■ Supplied data ■
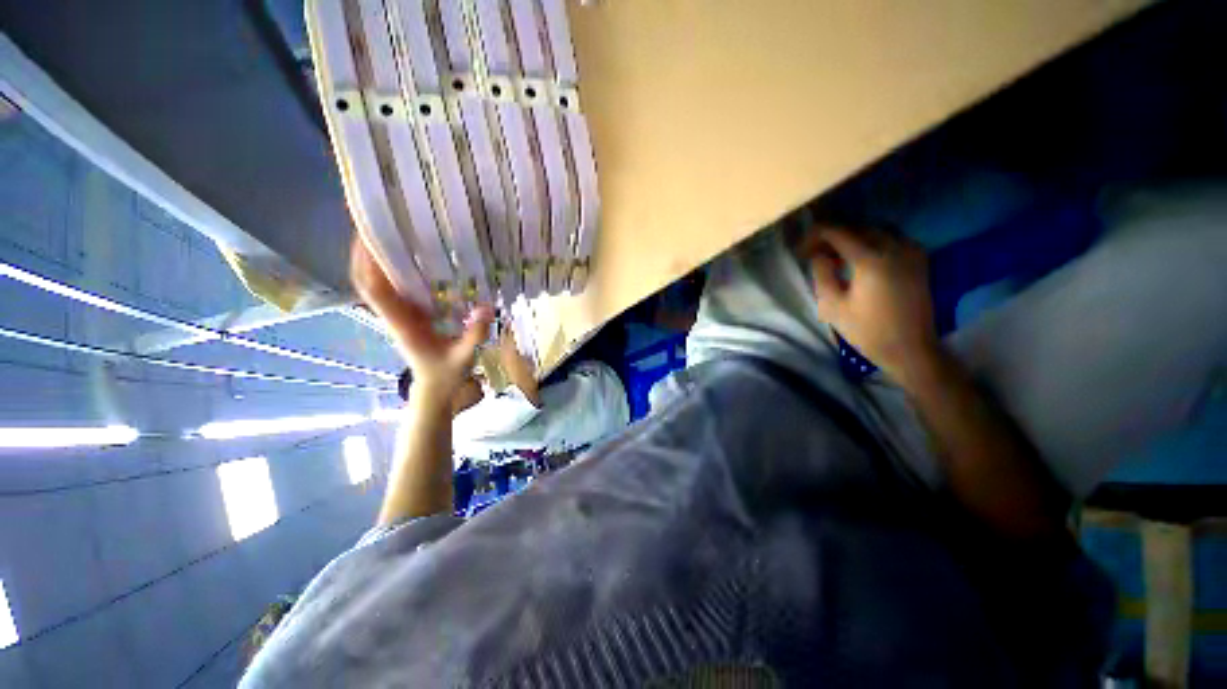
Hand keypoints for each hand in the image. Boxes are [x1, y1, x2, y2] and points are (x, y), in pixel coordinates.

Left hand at [350, 238, 492, 398]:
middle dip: (362, 254)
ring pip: (374, 285)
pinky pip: (390, 290)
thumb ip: (475, 335)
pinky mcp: (407, 316)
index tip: (368, 236)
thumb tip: (486, 307)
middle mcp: (394, 317)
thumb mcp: (465, 357)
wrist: (435, 388)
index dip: (368, 264)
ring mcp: (398, 316)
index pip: (376, 291)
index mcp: (402, 325)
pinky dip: (388, 270)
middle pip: (366, 283)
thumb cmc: (447, 374)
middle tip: (372, 224)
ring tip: (383, 232)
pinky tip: (404, 256)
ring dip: (371, 260)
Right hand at [802, 226, 937, 380]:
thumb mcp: (832, 306)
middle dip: (833, 236)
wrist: (909, 349)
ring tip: (836, 256)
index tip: (801, 249)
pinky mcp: (919, 261)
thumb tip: (817, 255)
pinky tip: (862, 259)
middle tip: (815, 253)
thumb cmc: (866, 331)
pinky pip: (893, 239)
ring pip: (877, 231)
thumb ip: (822, 274)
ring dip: (853, 238)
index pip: (838, 233)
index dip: (816, 236)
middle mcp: (894, 248)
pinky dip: (873, 242)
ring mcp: (910, 252)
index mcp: (871, 260)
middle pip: (858, 228)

■ Assigned task ■
Spot the lines above that mention "thumb" and copy them.

■ Output of the task ■
thumb ip: (475, 335)
thumb tip: (486, 307)
thumb mcp: (465, 357)
thumb cmc: (447, 374)
thumb mcp: (832, 306)
thumb tip: (817, 255)
thumb cmc: (866, 331)
thumb ip: (822, 274)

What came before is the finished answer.